EXCERPTED DATA:

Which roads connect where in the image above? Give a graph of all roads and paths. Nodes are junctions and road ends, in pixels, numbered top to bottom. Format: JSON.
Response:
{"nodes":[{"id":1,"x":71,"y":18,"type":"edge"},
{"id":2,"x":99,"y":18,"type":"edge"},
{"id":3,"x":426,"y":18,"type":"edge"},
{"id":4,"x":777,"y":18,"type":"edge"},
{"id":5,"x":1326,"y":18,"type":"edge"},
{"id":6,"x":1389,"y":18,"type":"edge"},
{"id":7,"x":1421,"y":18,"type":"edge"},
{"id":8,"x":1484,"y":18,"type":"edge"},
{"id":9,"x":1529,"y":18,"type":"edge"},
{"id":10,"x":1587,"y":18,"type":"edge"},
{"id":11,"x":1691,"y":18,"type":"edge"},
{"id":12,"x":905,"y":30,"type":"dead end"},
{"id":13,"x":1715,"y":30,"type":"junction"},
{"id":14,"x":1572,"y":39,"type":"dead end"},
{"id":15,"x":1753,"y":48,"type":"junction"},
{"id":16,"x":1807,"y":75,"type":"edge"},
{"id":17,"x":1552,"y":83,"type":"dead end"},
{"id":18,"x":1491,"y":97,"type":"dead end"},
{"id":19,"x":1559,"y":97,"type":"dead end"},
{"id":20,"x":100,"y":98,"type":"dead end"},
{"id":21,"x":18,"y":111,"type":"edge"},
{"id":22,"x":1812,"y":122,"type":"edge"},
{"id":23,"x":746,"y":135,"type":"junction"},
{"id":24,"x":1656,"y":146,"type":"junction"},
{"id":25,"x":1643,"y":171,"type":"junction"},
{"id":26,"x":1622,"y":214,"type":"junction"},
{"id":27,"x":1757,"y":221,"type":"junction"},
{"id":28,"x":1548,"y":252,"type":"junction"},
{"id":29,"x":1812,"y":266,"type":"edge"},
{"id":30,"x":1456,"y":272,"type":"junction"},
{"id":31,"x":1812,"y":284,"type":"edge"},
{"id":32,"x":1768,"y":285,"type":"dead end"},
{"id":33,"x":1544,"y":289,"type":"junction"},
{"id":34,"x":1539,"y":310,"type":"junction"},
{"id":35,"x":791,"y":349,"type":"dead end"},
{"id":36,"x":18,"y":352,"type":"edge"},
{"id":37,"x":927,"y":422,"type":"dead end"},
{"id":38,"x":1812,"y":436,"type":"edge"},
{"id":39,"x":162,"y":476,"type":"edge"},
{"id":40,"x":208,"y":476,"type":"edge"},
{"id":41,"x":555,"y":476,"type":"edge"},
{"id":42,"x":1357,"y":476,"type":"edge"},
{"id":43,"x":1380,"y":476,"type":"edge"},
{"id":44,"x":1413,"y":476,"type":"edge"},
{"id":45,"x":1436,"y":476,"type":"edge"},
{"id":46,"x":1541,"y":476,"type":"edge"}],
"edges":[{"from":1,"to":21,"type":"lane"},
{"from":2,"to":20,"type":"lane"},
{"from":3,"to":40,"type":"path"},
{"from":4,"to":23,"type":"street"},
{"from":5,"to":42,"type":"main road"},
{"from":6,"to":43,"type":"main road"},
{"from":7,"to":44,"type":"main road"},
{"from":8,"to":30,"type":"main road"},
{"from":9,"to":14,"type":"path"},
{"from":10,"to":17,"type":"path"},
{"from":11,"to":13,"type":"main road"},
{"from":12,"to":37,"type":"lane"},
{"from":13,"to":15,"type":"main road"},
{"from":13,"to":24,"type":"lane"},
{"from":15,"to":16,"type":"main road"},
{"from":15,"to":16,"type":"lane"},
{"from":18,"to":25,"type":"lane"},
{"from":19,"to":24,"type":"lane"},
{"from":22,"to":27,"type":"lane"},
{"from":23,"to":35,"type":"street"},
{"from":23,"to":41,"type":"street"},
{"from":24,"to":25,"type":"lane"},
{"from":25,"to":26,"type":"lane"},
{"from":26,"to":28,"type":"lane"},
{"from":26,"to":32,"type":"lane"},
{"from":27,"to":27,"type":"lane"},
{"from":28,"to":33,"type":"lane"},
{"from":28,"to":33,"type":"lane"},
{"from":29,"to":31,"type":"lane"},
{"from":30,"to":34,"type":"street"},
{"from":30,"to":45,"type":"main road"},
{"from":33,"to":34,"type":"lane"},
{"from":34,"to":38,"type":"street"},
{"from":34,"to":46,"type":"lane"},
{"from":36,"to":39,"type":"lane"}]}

TASK BRIEF: Now copy each line of the entries that mentions "main".

RESULT OF THE EXERCISE:
{"from":5,"to":42,"type":"main road"},
{"from":6,"to":43,"type":"main road"},
{"from":7,"to":44,"type":"main road"},
{"from":8,"to":30,"type":"main road"},
{"from":11,"to":13,"type":"main road"},
{"from":13,"to":15,"type":"main road"},
{"from":15,"to":16,"type":"main road"},
{"from":30,"to":45,"type":"main road"},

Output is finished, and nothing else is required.